• TASK OBJECTIVE
The entries that follow contain images, which should be left out; output everything else exactly.

• RECORDS SHOWN
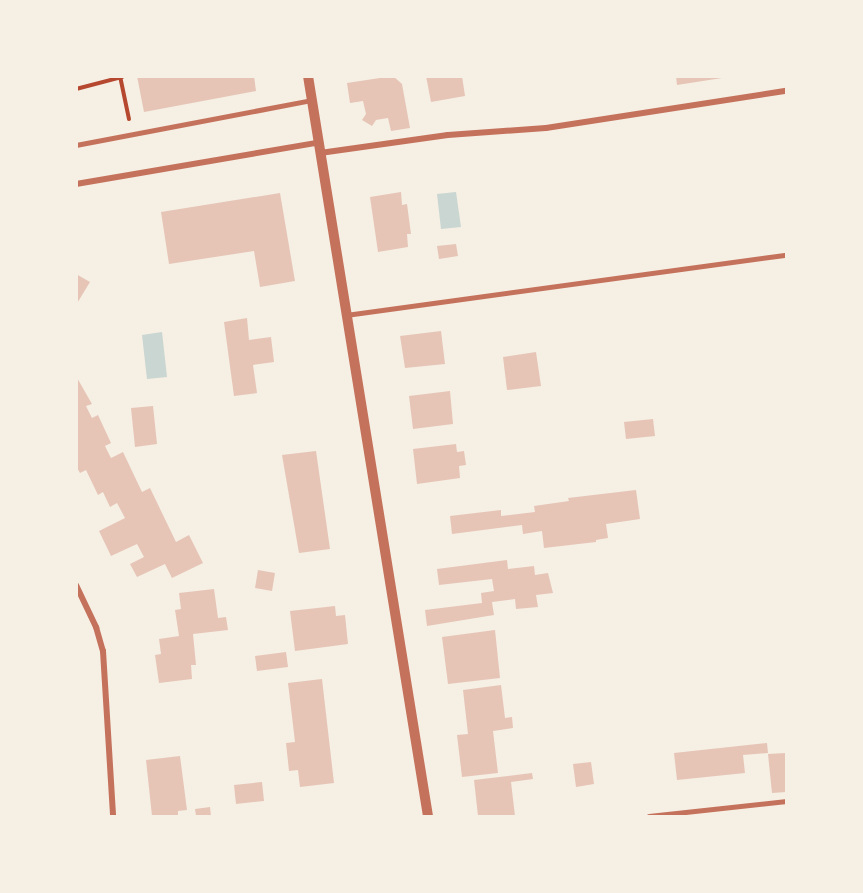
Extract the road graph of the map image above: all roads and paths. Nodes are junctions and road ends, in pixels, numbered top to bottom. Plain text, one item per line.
1 (308, 76) edge
2 (121, 77) edge
3 (76, 89) edge
4 (786, 91) edge
5 (311, 100) junction
6 (132, 134) junction
7 (76, 145) edge
8 (318, 148) junction
9 (76, 184) edge
10 (786, 255) edge
11 (345, 315) junction
12 (76, 585) edge
13 (786, 801) edge
14 (113, 816) edge
15 (428, 816) edge
16 (649, 816) edge

1 - 5 street
2 - 3 path
2 - 6 path
4 - 8 street
5 - 6 lane
5 - 8 street
6 - 7 lane
8 - 9 street
8 - 11 street
10 - 11 lane
11 - 15 street
12 - 14 street
13 - 16 lane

• TASK ANSWER
Extract the road graph of the map image above: all roads and paths. Nodes are junctions and road ends, in pixels, numbered top to bottom. Plain text, one item per line.
1 (308, 76) edge
2 (121, 77) edge
3 (76, 89) edge
4 (786, 91) edge
5 (311, 100) junction
6 (132, 134) junction
7 (76, 145) edge
8 (318, 148) junction
9 (76, 184) edge
10 (786, 255) edge
11 (345, 315) junction
12 (76, 585) edge
13 (786, 801) edge
14 (113, 816) edge
15 (428, 816) edge
16 (649, 816) edge

1 - 5 street
2 - 3 path
2 - 6 path
4 - 8 street
5 - 6 lane
5 - 8 street
6 - 7 lane
8 - 9 street
8 - 11 street
10 - 11 lane
11 - 15 street
12 - 14 street
13 - 16 lane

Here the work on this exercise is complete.